* **Your instructions**
Find how many lines of the records hold the string "Left" and reply with only that total.

* **Entries taken from a collection**
....

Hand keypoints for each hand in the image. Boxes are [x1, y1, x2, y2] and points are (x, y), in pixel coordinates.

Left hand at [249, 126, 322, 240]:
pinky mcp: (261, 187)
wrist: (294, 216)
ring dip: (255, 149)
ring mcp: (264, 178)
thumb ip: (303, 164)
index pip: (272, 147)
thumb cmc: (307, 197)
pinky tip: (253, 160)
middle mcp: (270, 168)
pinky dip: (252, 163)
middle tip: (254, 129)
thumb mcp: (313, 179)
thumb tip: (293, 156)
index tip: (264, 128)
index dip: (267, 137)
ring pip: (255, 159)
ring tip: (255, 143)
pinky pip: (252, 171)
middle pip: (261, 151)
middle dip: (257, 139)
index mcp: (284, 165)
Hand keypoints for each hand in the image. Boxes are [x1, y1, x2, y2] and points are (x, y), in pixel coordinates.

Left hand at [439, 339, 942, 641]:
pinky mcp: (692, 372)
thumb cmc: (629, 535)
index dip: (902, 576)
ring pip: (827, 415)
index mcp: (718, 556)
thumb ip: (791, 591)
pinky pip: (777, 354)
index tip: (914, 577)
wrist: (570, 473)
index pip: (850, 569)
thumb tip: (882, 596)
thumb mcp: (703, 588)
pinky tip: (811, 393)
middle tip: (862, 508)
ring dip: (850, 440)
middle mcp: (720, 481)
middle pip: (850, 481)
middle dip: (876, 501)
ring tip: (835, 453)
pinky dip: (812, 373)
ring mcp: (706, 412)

....

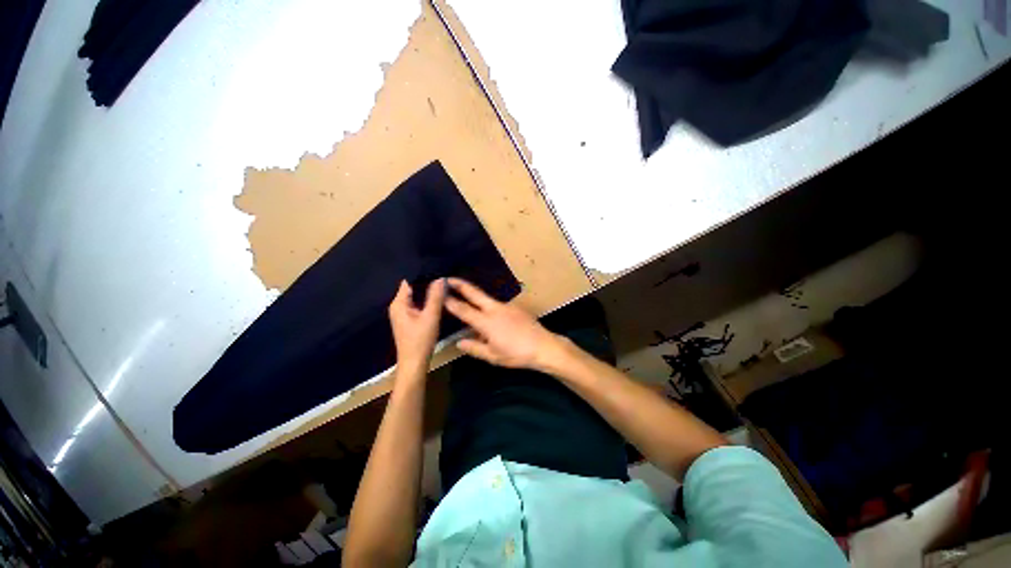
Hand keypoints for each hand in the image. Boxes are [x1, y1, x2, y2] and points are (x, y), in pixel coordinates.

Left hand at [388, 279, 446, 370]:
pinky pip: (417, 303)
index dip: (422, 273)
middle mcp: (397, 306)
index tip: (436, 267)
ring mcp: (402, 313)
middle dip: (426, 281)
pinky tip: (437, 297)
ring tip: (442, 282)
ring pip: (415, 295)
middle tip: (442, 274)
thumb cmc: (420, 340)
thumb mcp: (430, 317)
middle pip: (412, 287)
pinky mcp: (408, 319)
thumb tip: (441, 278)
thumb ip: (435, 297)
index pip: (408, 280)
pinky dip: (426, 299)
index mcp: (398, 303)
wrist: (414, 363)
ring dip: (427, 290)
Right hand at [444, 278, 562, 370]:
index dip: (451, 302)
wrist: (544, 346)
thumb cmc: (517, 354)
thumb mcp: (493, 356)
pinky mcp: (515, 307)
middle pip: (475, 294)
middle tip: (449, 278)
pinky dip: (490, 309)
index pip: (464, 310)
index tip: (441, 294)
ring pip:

....

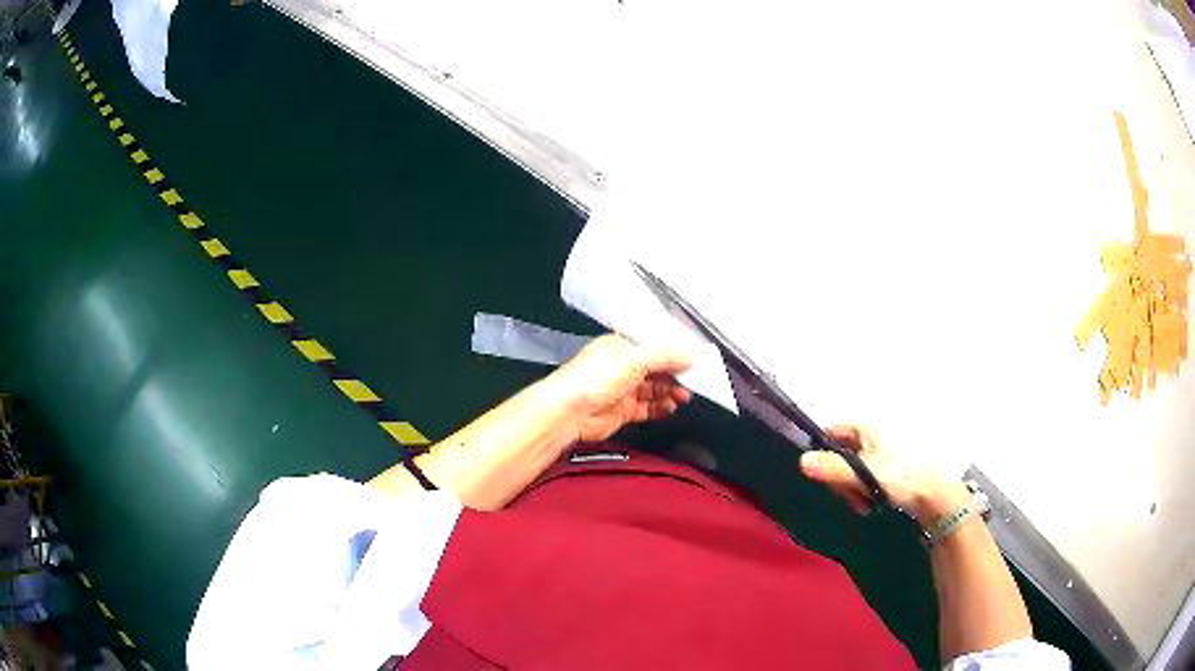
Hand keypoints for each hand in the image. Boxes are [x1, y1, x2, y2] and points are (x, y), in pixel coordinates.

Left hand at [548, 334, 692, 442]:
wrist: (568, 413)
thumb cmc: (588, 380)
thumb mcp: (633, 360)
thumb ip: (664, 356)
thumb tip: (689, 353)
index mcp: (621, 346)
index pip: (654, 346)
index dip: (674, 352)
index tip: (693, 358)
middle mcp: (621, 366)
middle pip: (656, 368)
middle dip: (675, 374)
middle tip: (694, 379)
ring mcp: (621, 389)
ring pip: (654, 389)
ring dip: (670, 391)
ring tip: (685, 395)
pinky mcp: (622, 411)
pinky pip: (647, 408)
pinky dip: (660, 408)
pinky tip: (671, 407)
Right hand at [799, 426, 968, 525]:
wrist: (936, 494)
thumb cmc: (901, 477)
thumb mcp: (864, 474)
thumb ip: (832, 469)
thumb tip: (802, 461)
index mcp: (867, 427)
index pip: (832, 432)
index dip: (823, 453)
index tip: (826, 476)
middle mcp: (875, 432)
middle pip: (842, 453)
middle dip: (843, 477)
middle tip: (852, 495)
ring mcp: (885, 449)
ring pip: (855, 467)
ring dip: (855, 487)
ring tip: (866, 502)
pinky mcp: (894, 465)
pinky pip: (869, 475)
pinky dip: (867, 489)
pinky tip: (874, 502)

....

* **Result for this task**
4